Content starts
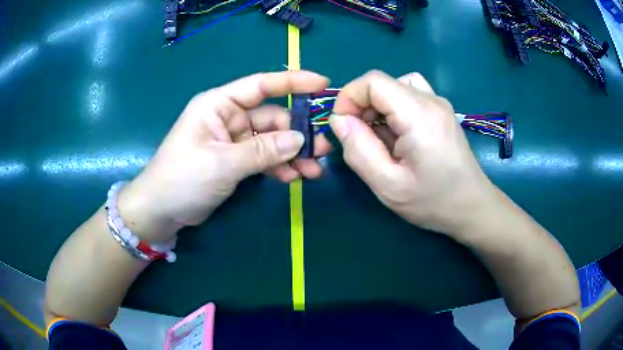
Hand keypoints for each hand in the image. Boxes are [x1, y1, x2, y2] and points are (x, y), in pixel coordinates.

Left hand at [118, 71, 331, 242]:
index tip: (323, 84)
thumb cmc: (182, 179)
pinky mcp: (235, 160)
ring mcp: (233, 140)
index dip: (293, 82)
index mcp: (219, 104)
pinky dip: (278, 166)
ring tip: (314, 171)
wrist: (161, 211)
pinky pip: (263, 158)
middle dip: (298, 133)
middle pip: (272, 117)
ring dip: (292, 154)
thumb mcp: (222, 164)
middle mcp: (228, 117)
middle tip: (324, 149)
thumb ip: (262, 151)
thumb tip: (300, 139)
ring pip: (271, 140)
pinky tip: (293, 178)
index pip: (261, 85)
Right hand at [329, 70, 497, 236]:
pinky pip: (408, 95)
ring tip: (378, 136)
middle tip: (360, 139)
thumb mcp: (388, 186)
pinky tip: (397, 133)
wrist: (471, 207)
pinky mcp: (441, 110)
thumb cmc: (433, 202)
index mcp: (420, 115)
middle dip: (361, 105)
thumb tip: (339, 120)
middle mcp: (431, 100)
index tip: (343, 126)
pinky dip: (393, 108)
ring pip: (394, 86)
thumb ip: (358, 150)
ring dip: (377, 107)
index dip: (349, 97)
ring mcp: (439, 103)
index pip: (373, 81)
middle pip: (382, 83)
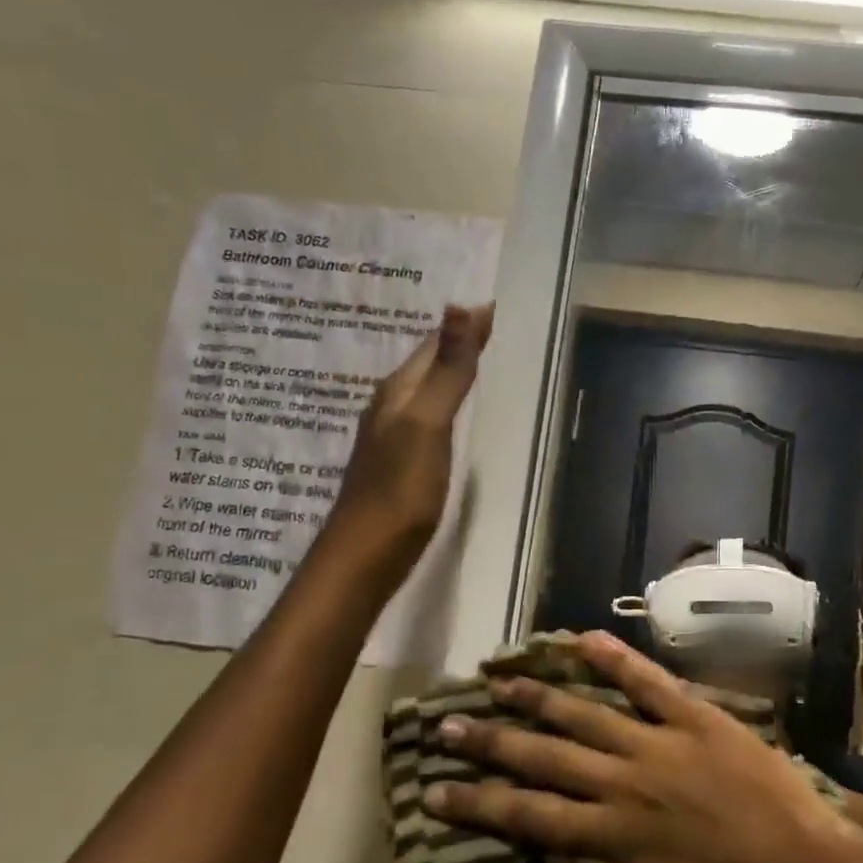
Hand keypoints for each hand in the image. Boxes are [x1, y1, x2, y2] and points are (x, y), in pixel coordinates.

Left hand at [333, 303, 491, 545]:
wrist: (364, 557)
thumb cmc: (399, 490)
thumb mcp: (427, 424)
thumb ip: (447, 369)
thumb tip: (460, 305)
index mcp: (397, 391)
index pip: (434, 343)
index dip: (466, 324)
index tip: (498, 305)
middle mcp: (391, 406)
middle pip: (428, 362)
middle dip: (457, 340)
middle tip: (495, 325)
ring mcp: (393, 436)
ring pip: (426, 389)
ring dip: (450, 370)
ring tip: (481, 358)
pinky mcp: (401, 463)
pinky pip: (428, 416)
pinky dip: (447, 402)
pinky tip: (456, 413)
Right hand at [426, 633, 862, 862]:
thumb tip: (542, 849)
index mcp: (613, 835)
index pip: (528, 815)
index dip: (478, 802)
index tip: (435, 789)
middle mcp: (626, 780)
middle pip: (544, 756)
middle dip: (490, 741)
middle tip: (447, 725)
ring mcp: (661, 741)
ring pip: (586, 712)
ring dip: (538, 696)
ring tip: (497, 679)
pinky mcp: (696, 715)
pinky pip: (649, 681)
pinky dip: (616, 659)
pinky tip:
Content ends
The task
Return every record exactly, leaving out the pictures.

Exercise result
Hand keypoints for each hand in the image. Boxes are [x1, y1, x2, y2] and points are (x, y), in pixel coordinates.

Left hand at [118, 71, 331, 242]:
index tip: (323, 84)
thumb cmc: (182, 179)
pinky mcp: (235, 160)
ring mcp: (233, 140)
index dip: (293, 82)
index mcp: (219, 104)
pinky dip: (278, 166)
ring tip: (314, 171)
wrist: (161, 211)
pinky pip: (263, 158)
middle dip: (298, 133)
middle pip: (272, 117)
ring dip: (292, 154)
thumb mcp: (222, 164)
middle mcp: (228, 117)
middle tip: (324, 149)
thumb ip: (262, 151)
thumb tip: (300, 139)
ring pip: (271, 140)
pinky tip: (293, 178)
index pip: (261, 85)
Right hand at [329, 70, 497, 236]:
pinky pip: (408, 95)
ring tip: (378, 136)
middle tip: (360, 139)
thumb mcp: (388, 186)
pinky tip: (397, 133)
wrist: (471, 207)
pinky mcp: (441, 110)
thumb cmc: (433, 202)
index mcp: (420, 115)
middle dip: (361, 105)
thumb tip: (339, 120)
middle mcp: (431, 100)
index tip: (343, 126)
pinky dip: (393, 108)
ring pip: (394, 86)
thumb ip: (358, 150)
ring dip: (377, 107)
index dip: (349, 97)
ring mcp: (439, 103)
index pip: (373, 81)
middle pip: (382, 83)
Hand keypoints for each hand in the image. Boxes are [x1, y1, x2, y2] and points are (x, y), in pixel coordinates.

Left hand at [333, 303, 491, 545]:
wrist: (364, 557)
thumb cmc: (399, 490)
thumb mcp: (427, 424)
thumb ip: (447, 369)
thumb tip: (460, 305)
index mcp: (397, 391)
index pip: (434, 343)
index dip: (466, 324)
index tip: (498, 305)
middle mcp: (391, 406)
middle pip: (428, 362)
middle dip: (457, 340)
middle tip: (495, 325)
ring mcp: (393, 436)
ring pip: (426, 389)
ring dip: (450, 370)
ring tip: (481, 358)
pinky mcp: (401, 463)
pinky pip: (428, 416)
pinky dip: (447, 402)
pinky tip: (456, 413)
Right hand at [426, 633, 862, 862]:
thumb tip: (542, 849)
index mcp: (613, 835)
index pip: (528, 815)
index dip: (478, 802)
index tip: (435, 789)
middle mcp: (626, 780)
middle pip: (544, 756)
middle dip: (490, 741)
middle tip: (447, 725)
ring mcp: (661, 741)
ring pip: (586, 712)
ring dip: (538, 696)
ring tip: (497, 679)
pinky mcp: (696, 715)
pinky pip: (649, 681)
pinky dip: (616, 659)
pinky tip:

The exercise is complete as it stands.